Application of a Simple Diffusivity Formulation to Examine Regime Transition and Jet–Eddy Energy Partitioning in Quasi-Geostrophic Turbulence

Abstract

Abstract This study uses a simple diffusivity formulation to examine flow regime transition and jet–eddy energy partitioning in two-layer quasigeostrophic turbulence. Guided by simulations, the formulation is empirically constructed so that the diffusivity is bounded by a f-plane asymptote (Df) in the limit of vanishing β (termed drag-controlled) while reduced to a drag-independent scaling (Dβ) of Lapeyre and Held toward large β (termed β-controlled). Good agreement is found for diffusivities diagnosed from simulations with both quadratic and linear drag and in 2D turbulence. From the formulation, a regime diagram is readily constructed, with Df/Dβ = 1 separating the drag-controlled and β-controlled regimes. The diagram also sets the parameter range where an eddy velocity scaling is applicable. The quantitative representations of eddy variables then enable a reasonably skillful theory for zonal jet speed to be developed from energy balance. It is shown that, using Df/Dβ ≥ 10, a state where eddy statistics are approximately drag insensitive could be identified and interpreted using wave-damping competitions in slowing an inverse cascade. However, contrary to an existing hypothesis, the energy dissipation in such a state is not dominated by zonal jets.

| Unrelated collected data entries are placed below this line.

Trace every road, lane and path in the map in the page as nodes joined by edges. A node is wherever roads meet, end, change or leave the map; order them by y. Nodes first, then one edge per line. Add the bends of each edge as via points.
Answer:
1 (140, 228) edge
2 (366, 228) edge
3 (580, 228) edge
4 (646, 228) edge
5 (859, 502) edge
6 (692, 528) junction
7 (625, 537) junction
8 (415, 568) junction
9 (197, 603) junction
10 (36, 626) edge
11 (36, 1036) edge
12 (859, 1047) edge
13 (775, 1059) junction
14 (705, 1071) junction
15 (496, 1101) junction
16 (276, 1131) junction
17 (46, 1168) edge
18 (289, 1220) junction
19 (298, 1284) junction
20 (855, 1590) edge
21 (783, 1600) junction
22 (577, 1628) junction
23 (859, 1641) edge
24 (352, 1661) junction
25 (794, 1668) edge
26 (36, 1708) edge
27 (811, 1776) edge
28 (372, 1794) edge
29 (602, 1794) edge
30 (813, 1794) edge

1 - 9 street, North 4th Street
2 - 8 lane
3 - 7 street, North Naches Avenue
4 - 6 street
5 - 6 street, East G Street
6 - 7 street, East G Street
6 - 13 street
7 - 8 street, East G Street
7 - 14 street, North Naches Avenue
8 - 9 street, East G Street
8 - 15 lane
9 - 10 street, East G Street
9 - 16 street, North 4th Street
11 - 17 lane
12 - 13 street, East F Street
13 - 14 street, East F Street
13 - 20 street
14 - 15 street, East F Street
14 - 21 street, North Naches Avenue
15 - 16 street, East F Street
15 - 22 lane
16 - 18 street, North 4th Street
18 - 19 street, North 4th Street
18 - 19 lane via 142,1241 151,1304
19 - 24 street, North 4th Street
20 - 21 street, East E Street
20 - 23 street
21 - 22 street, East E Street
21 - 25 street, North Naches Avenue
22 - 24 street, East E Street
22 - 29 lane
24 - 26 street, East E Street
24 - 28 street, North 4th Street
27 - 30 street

A modest revision for a way to maintain balance while keeping eddies drag insensitive is proposed. In the regime diagram, a subspace of zonostrophic condition, defined as jet dissipation surpassing eddy, is further quantified. It is demonstrated that a rough scaling could help interpret how the relative importance of jet and eddy dissipation varies across the parameter space.